In your copy, include no images and return each entry exactly as written.

▽

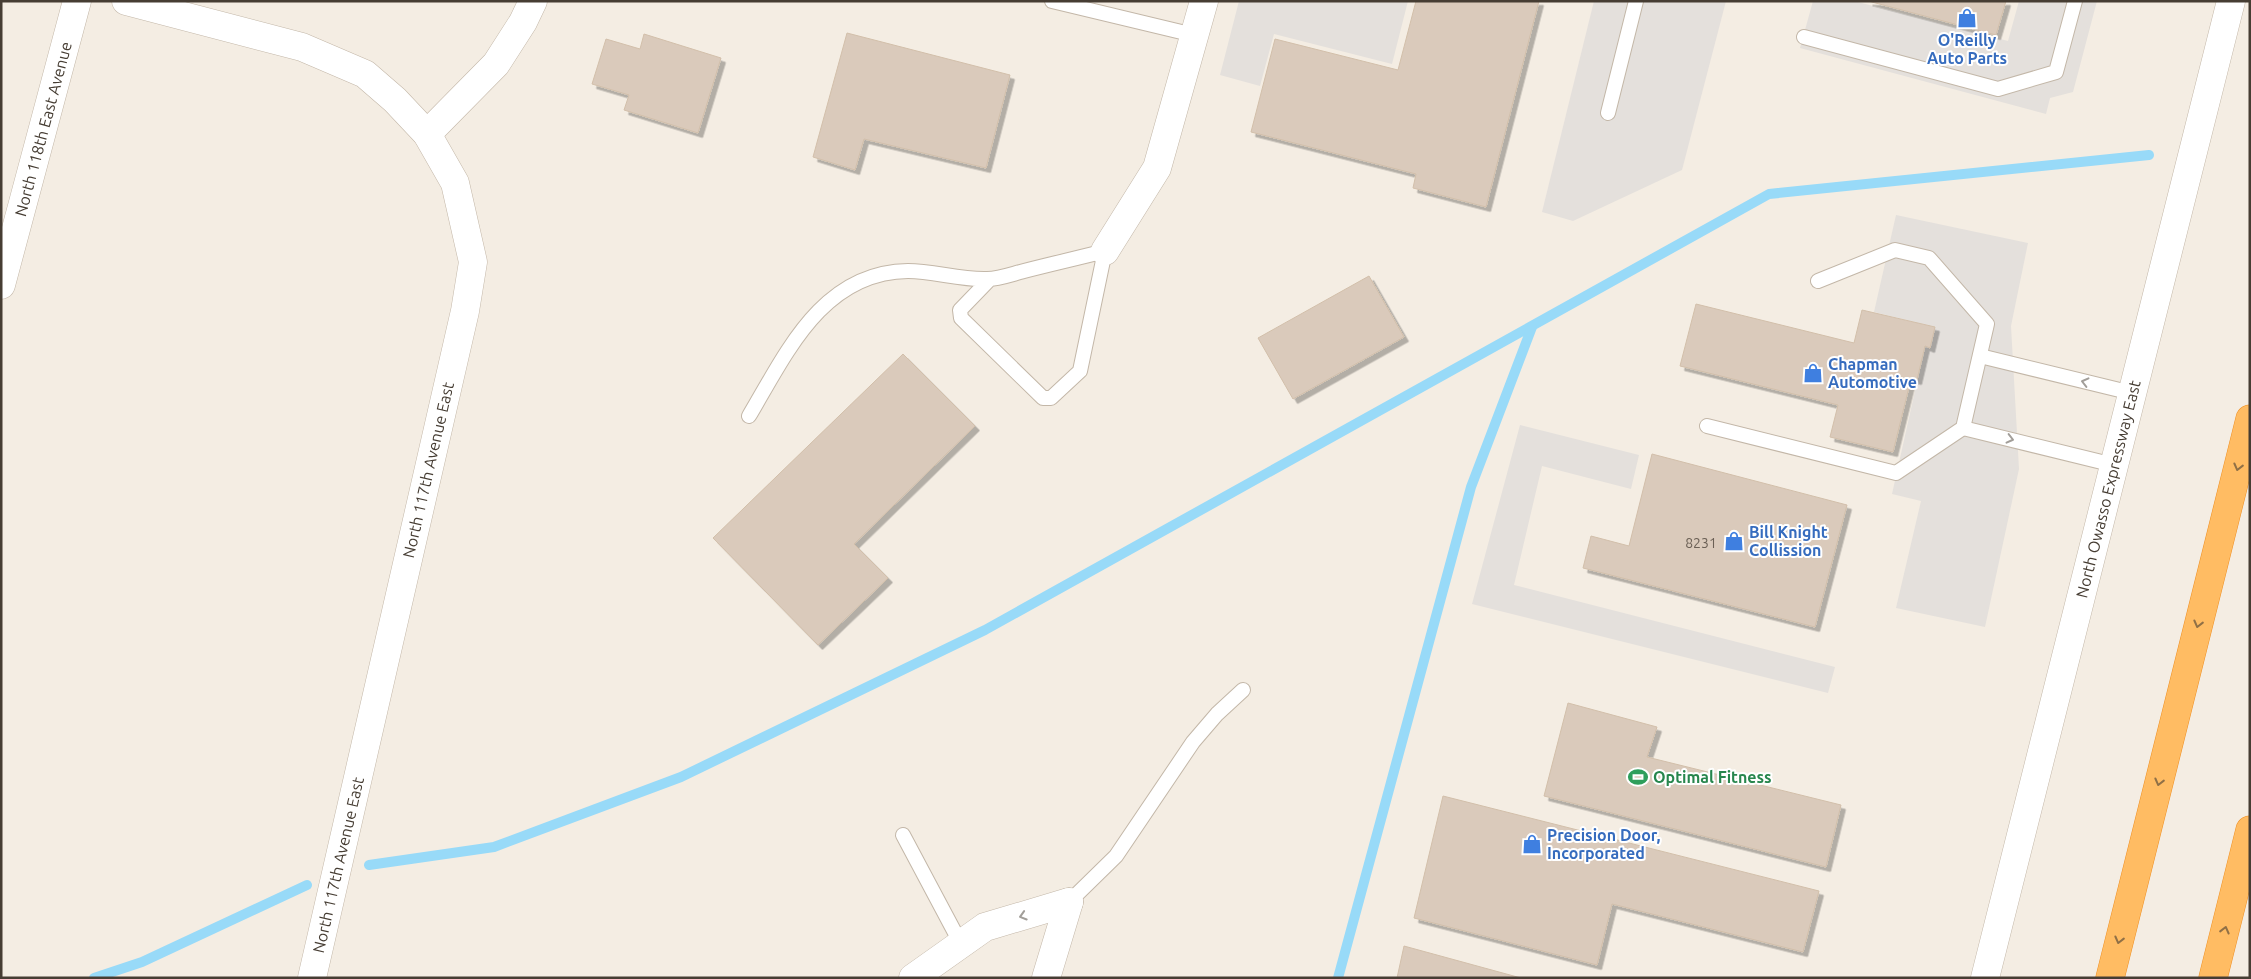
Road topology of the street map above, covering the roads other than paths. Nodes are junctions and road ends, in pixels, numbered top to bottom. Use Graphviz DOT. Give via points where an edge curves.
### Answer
graph roads {
  1 [pos="77,1"];
  2 [pos="126,1"];
  3 [pos="533,1"];
  4 [pos="1052,1"];
  5 [pos="1204,1"];
  6 [pos="1636,1"];
  7 [pos="2075,1"];
  8 [pos="2231,1"];
  9 [pos="1194,35"];
  10 [pos="1804,36"];
  11 [pos="1608,113"];
  12 [pos="427,134"];
  13 [pos="1105,251"];
  14 [pos="989,280"];
  15 [pos="1818,281"];
  16 [pos="1,285"];
  17 [pos="1980,356"];
  18 [pos="2132,393"];
  19 [pos="749,416"];
  20 [pos="2250,420"];
  21 [pos="1707,426"];
  22 [pos="1963,428"];
  23 [pos="2114,465"];
  24 [pos="1243,690"];
  25 [pos="2250,830"];
  26 [pos="903,835"];
  27 [pos="1069,902"];
  28 [pos="961,944"];
  29 [pos="312,978"];
  30 [pos="912,978"];
  31 [pos="1046,978"];
  32 [pos="1985,978"];
  33 [pos="2110,978"];
  34 [pos="2213,978"];
  1 -- 16 [label="street, North 118th East Avenue"];
  2 -- 12 [label="street, North 117th Avenue East" via="302,48 365,74"];
  3 -- 12 [label="street" via="496,64"];
  4 -- 9 [label="lane"];
  5 -- 9 [label="street"];
  6 -- 11 [label="lane"];
  7 -- 10 [label="lane" via="2056,72 1998,89"];
  8 -- 18 [label="street, North Owasso Expressway East"];
  9 -- 13 [label="street" via="1157,168"];
  12 -- 29 [label="street, North 117th Avenue East" via="455,183 473,262 465,311"];
  13 -- 14 [label="lane"];
  13 -- 14 [label="lane" via="1080,371 1051,398 1042,398 961,318 960,310"];
  14 -- 19 [label="lane" via="907,271 856,283 814,313 797,334"];
  15 -- 17 [label="lane" via="1895,250 1929,258 1987,324"];
  18 -- 17 [label="lane, one-way"];
  17 -- 22 [label="lane"];
  18 -- 23 [label="street, North Owasso Expressway East"];
  20 -- 33 [label="highway, one-way"];
  21 -- 22 [label="lane" via="1896,473"];
  22 -- 23 [label="lane, one-way"];
  23 -- 32 [label="street, North Owasso Expressway East"];
  24 -- 27 [label="lane" via="1193,742 1116,856"];
  34 -- 25 [label="highway, one-way"];
  26 -- 28 [label="lane"];
  27 -- 28 [label="street, one-way" via="985,928"];
  27 -- 31 [label="street"];
  28 -- 30 [label="street"];
}
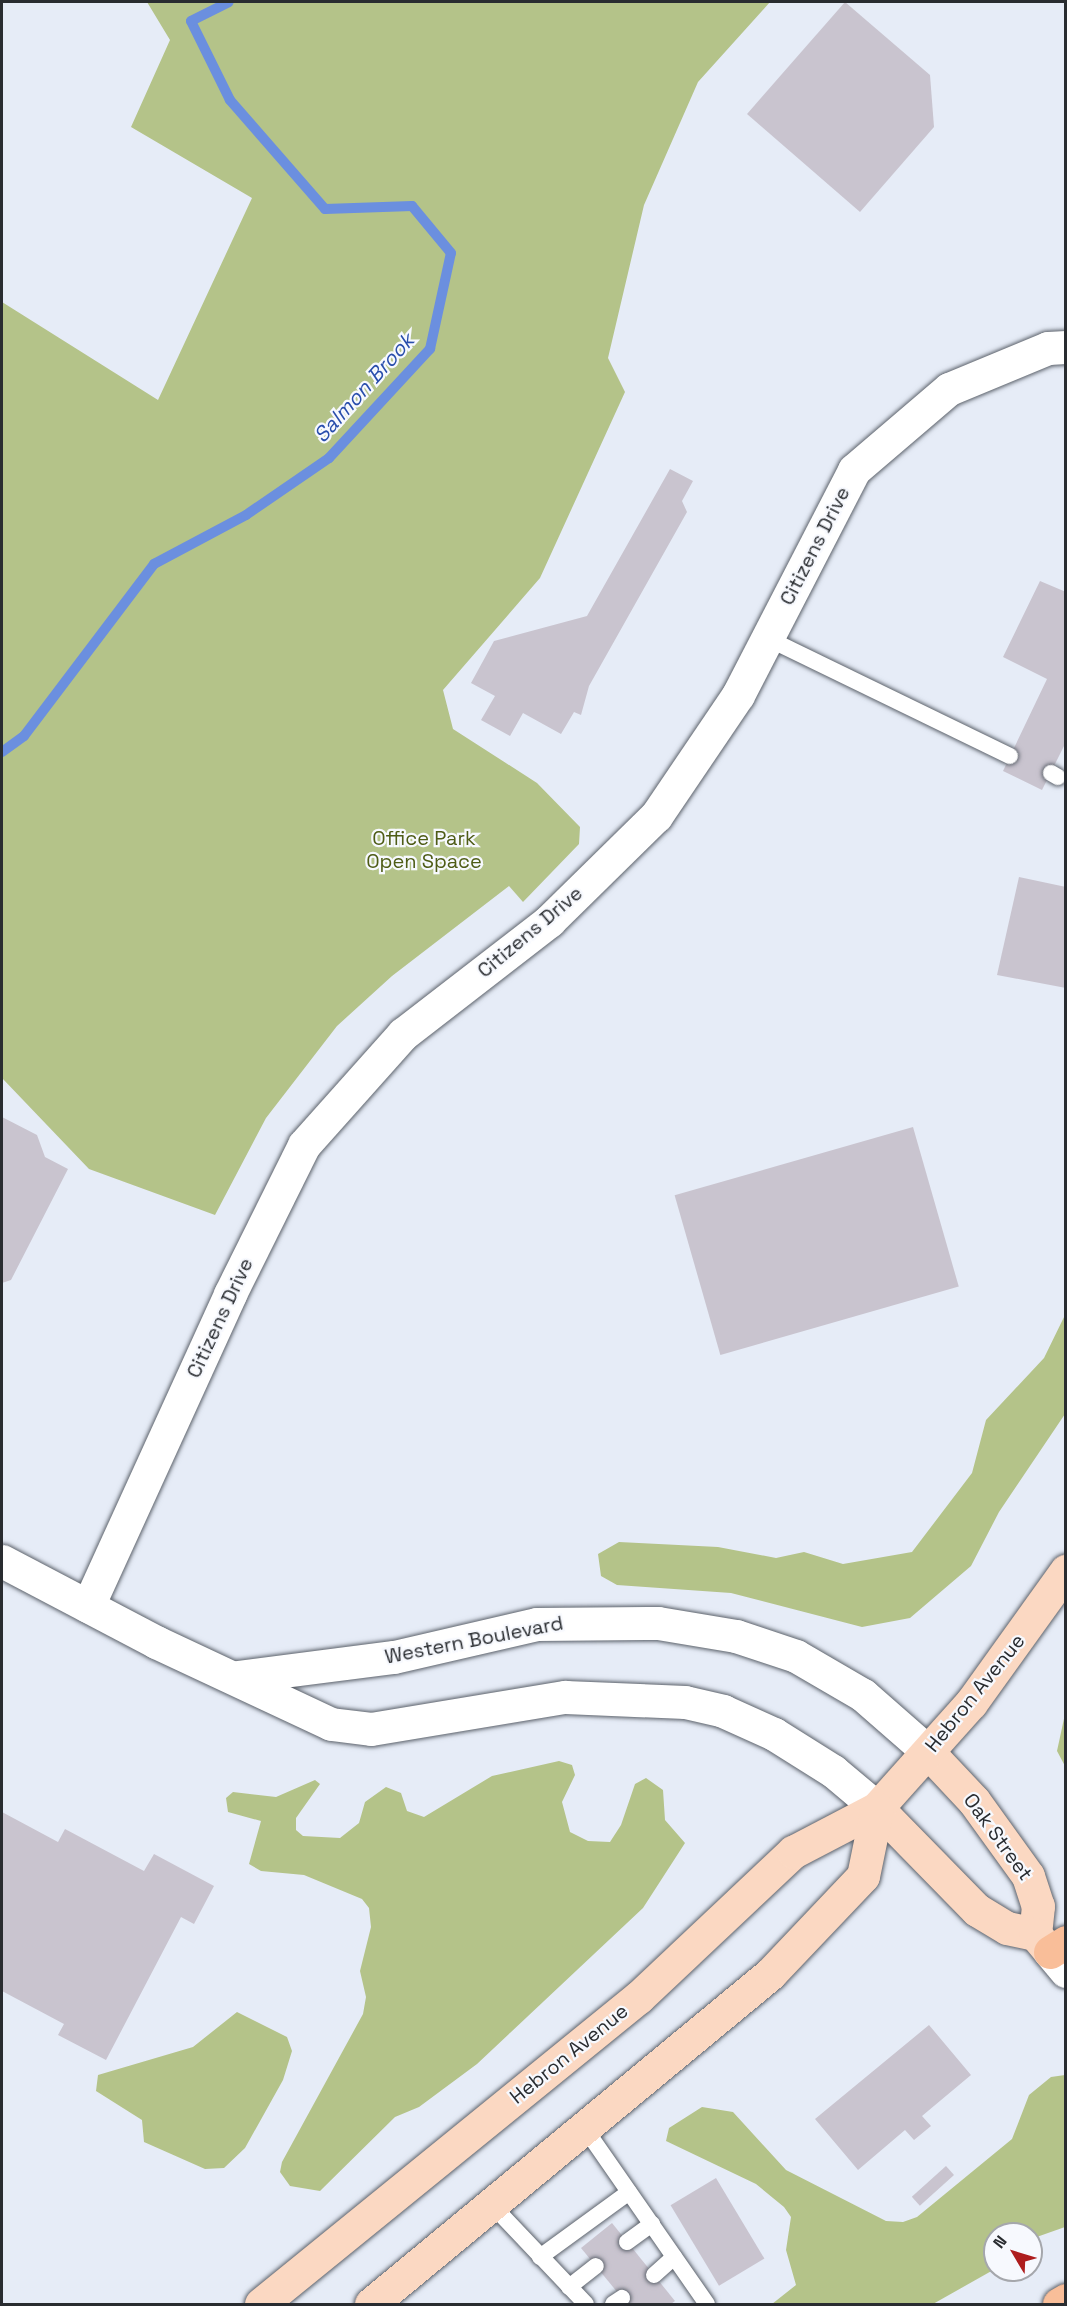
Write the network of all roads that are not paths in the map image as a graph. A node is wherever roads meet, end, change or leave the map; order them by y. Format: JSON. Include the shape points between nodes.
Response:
{"nodes":[{"id":1,"x":1065,"y":347,"type":"edge"},
{"id":2,"x":767,"y":638,"type":"junction"},
{"id":3,"x":1010,"y":756,"type":"dead end"},
{"id":4,"x":2,"y":1561,"type":"edge"},
{"id":5,"x":1065,"y":1572,"type":"edge"},
{"id":6,"x":88,"y":1606,"type":"junction"},
{"id":7,"x":237,"y":1677,"type":"junction"},
{"id":8,"x":928,"y":1752,"type":"junction"},
{"id":9,"x":878,"y":1808,"type":"junction"},
{"id":10,"x":1054,"y":1950,"type":"edge"},
{"id":11,"x":586,"y":2130,"type":"junction"},
{"id":12,"x":629,"y":2192,"type":"junction"},
{"id":13,"x":493,"y":2206,"type":"junction"},
{"id":14,"x":652,"y":2224,"type":"junction"},
{"id":15,"x":627,"y":2242,"type":"dead end"},
{"id":16,"x":540,"y":2257,"type":"junction"},
{"id":17,"x":675,"y":2257,"type":"junction"},
{"id":18,"x":596,"y":2266,"type":"dead end"},
{"id":19,"x":654,"y":2276,"type":"dead end"},
{"id":20,"x":569,"y":2287,"type":"junction"},
{"id":21,"x":1065,"y":2300,"type":"edge"},
{"id":22,"x":261,"y":2304,"type":"edge"},
{"id":23,"x":371,"y":2304,"type":"edge"},
{"id":24,"x":586,"y":2304,"type":"edge"},
{"id":25,"x":707,"y":2304,"type":"edge"},
{"id":26,"x":1059,"y":2304,"type":"edge"}],
"edges":[{"from":1,"to":2,"type":"street","name":"Citizens Drive","via":[[1048,348],[949,389],[854,470]]},
{"from":2,"to":3,"type":"lane"},
{"from":2,"to":6,"type":"street","name":"Citizens Drive","via":[[738,695],[656,816],[549,921],[403,1034],[304,1145],[230,1294]]},
{"from":4,"to":6,"type":"street"},
{"from":5,"to":8,"type":"main road","name":"Hebron Avenue","via":[[1007,1656]]},
{"from":6,"to":7,"type":"street"},
{"from":7,"to":8,"type":"street","name":"Western Boulevard","via":[[394,1657],[537,1624],[658,1623],[736,1636],[802,1659],[863,1695]]},
{"from":7,"to":9,"type":"street","via":[[351,1728],[451,1718],[565,1697],[698,1704],[774,1734],[833,1771]]},
{"from":8,"to":9,"type":"main road","name":"Hebron Avenue"},
{"from":8,"to":10,"type":"main road","name":"Oak Street","via":[[974,1801],[1028,1876]]},
{"from":9,"to":10,"type":"main road","name":"Oak Street","via":[[977,1910],[1001,1926]]},
{"from":9,"to":11,"type":"main road","name":"Hebron Avenue","via":[[863,1876],[764,1980]]},
{"from":9,"to":22,"type":"main road","name":"Hebron Avenue","via":[[793,1852],[639,1997]]},
{"from":11,"to":12,"type":"lane"},
{"from":11,"to":13,"type":"main road","name":"Hebron Avenue"},
{"from":12,"to":14,"type":"lane"},
{"from":12,"to":16,"type":"lane"},
{"from":13,"to":16,"type":"lane"},
{"from":13,"to":23,"type":"main road","name":"Hebron Avenue"},
{"from":14,"to":15,"type":"lane"},
{"from":14,"to":17,"type":"lane"},
{"from":16,"to":20,"type":"lane"},
{"from":17,"to":19,"type":"lane"},
{"from":17,"to":25,"type":"lane"},
{"from":18,"to":20,"type":"lane"},
{"from":20,"to":24,"type":"lane"},
{"from":21,"to":26,"type":"highway"}]}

△

PROBLEM SOLUTION →
Road topology of the street map above, covering the roads other than paths. Nodes are junctions and road ends, in pixels, numbered top to bottom. Use Graphviz DOT. Give via points where an edge curves.
### Answer
graph roads {
  1 [pos="77,1"];
  2 [pos="126,1"];
  3 [pos="533,1"];
  4 [pos="1052,1"];
  5 [pos="1204,1"];
  6 [pos="1636,1"];
  7 [pos="2075,1"];
  8 [pos="2231,1"];
  9 [pos="1194,35"];
  10 [pos="1804,36"];
  11 [pos="1608,113"];
  12 [pos="427,134"];
  13 [pos="1105,251"];
  14 [pos="989,280"];
  15 [pos="1818,281"];
  16 [pos="1,285"];
  17 [pos="1980,356"];
  18 [pos="2132,393"];
  19 [pos="749,416"];
  20 [pos="2250,420"];
  21 [pos="1707,426"];
  22 [pos="1963,428"];
  23 [pos="2114,465"];
  24 [pos="1243,690"];
  25 [pos="2250,830"];
  26 [pos="903,835"];
  27 [pos="1069,902"];
  28 [pos="961,944"];
  29 [pos="312,978"];
  30 [pos="912,978"];
  31 [pos="1046,978"];
  32 [pos="1985,978"];
  33 [pos="2110,978"];
  34 [pos="2213,978"];
  1 -- 16 [label="street, North 118th East Avenue"];
  2 -- 12 [label="street, North 117th Avenue East" via="302,48 365,74"];
  3 -- 12 [label="street" via="496,64"];
  4 -- 9 [label="lane"];
  5 -- 9 [label="street"];
  6 -- 11 [label="lane"];
  7 -- 10 [label="lane" via="2056,72 1998,89"];
  8 -- 18 [label="street, North Owasso Expressway East"];
  9 -- 13 [label="street" via="1157,168"];
  12 -- 29 [label="street, North 117th Avenue East" via="455,183 473,262 465,311"];
  13 -- 14 [label="lane"];
  13 -- 14 [label="lane" via="1080,371 1051,398 1042,398 961,318 960,310"];
  14 -- 19 [label="lane" via="907,271 856,283 814,313 797,334"];
  15 -- 17 [label="lane" via="1895,250 1929,258 1987,324"];
  18 -- 17 [label="lane, one-way"];
  17 -- 22 [label="lane"];
  18 -- 23 [label="street, North Owasso Expressway East"];
  20 -- 33 [label="highway, one-way"];
  21 -- 22 [label="lane" via="1896,473"];
  22 -- 23 [label="lane, one-way"];
  23 -- 32 [label="street, North Owasso Expressway East"];
  24 -- 27 [label="lane" via="1193,742 1116,856"];
  34 -- 25 [label="highway, one-way"];
  26 -- 28 [label="lane"];
  27 -- 28 [label="street, one-way" via="985,928"];
  27 -- 31 [label="street"];
  28 -- 30 [label="street"];
}
Write the network of all roads that are not paths in the map image as a graph. A node is wherever roads meet, end, change or leave the map; order them by y. Format: JSON. Include the shape points between nodes.
Response:
{"nodes":[{"id":1,"x":1065,"y":347,"type":"edge"},
{"id":2,"x":767,"y":638,"type":"junction"},
{"id":3,"x":1010,"y":756,"type":"dead end"},
{"id":4,"x":2,"y":1561,"type":"edge"},
{"id":5,"x":1065,"y":1572,"type":"edge"},
{"id":6,"x":88,"y":1606,"type":"junction"},
{"id":7,"x":237,"y":1677,"type":"junction"},
{"id":8,"x":928,"y":1752,"type":"junction"},
{"id":9,"x":878,"y":1808,"type":"junction"},
{"id":10,"x":1054,"y":1950,"type":"edge"},
{"id":11,"x":586,"y":2130,"type":"junction"},
{"id":12,"x":629,"y":2192,"type":"junction"},
{"id":13,"x":493,"y":2206,"type":"junction"},
{"id":14,"x":652,"y":2224,"type":"junction"},
{"id":15,"x":627,"y":2242,"type":"dead end"},
{"id":16,"x":540,"y":2257,"type":"junction"},
{"id":17,"x":675,"y":2257,"type":"junction"},
{"id":18,"x":596,"y":2266,"type":"dead end"},
{"id":19,"x":654,"y":2276,"type":"dead end"},
{"id":20,"x":569,"y":2287,"type":"junction"},
{"id":21,"x":1065,"y":2300,"type":"edge"},
{"id":22,"x":261,"y":2304,"type":"edge"},
{"id":23,"x":371,"y":2304,"type":"edge"},
{"id":24,"x":586,"y":2304,"type":"edge"},
{"id":25,"x":707,"y":2304,"type":"edge"},
{"id":26,"x":1059,"y":2304,"type":"edge"}],
"edges":[{"from":1,"to":2,"type":"street","name":"Citizens Drive","via":[[1048,348],[949,389],[854,470]]},
{"from":2,"to":3,"type":"lane"},
{"from":2,"to":6,"type":"street","name":"Citizens Drive","via":[[738,695],[656,816],[549,921],[403,1034],[304,1145],[230,1294]]},
{"from":4,"to":6,"type":"street"},
{"from":5,"to":8,"type":"main road","name":"Hebron Avenue","via":[[1007,1656]]},
{"from":6,"to":7,"type":"street"},
{"from":7,"to":8,"type":"street","name":"Western Boulevard","via":[[394,1657],[537,1624],[658,1623],[736,1636],[802,1659],[863,1695]]},
{"from":7,"to":9,"type":"street","via":[[351,1728],[451,1718],[565,1697],[698,1704],[774,1734],[833,1771]]},
{"from":8,"to":9,"type":"main road","name":"Hebron Avenue"},
{"from":8,"to":10,"type":"main road","name":"Oak Street","via":[[974,1801],[1028,1876]]},
{"from":9,"to":10,"type":"main road","name":"Oak Street","via":[[977,1910],[1001,1926]]},
{"from":9,"to":11,"type":"main road","name":"Hebron Avenue","via":[[863,1876],[764,1980]]},
{"from":9,"to":22,"type":"main road","name":"Hebron Avenue","via":[[793,1852],[639,1997]]},
{"from":11,"to":12,"type":"lane"},
{"from":11,"to":13,"type":"main road","name":"Hebron Avenue"},
{"from":12,"to":14,"type":"lane"},
{"from":12,"to":16,"type":"lane"},
{"from":13,"to":16,"type":"lane"},
{"from":13,"to":23,"type":"main road","name":"Hebron Avenue"},
{"from":14,"to":15,"type":"lane"},
{"from":14,"to":17,"type":"lane"},
{"from":16,"to":20,"type":"lane"},
{"from":17,"to":19,"type":"lane"},
{"from":17,"to":25,"type":"lane"},
{"from":18,"to":20,"type":"lane"},
{"from":20,"to":24,"type":"lane"},
{"from":21,"to":26,"type":"highway"}]}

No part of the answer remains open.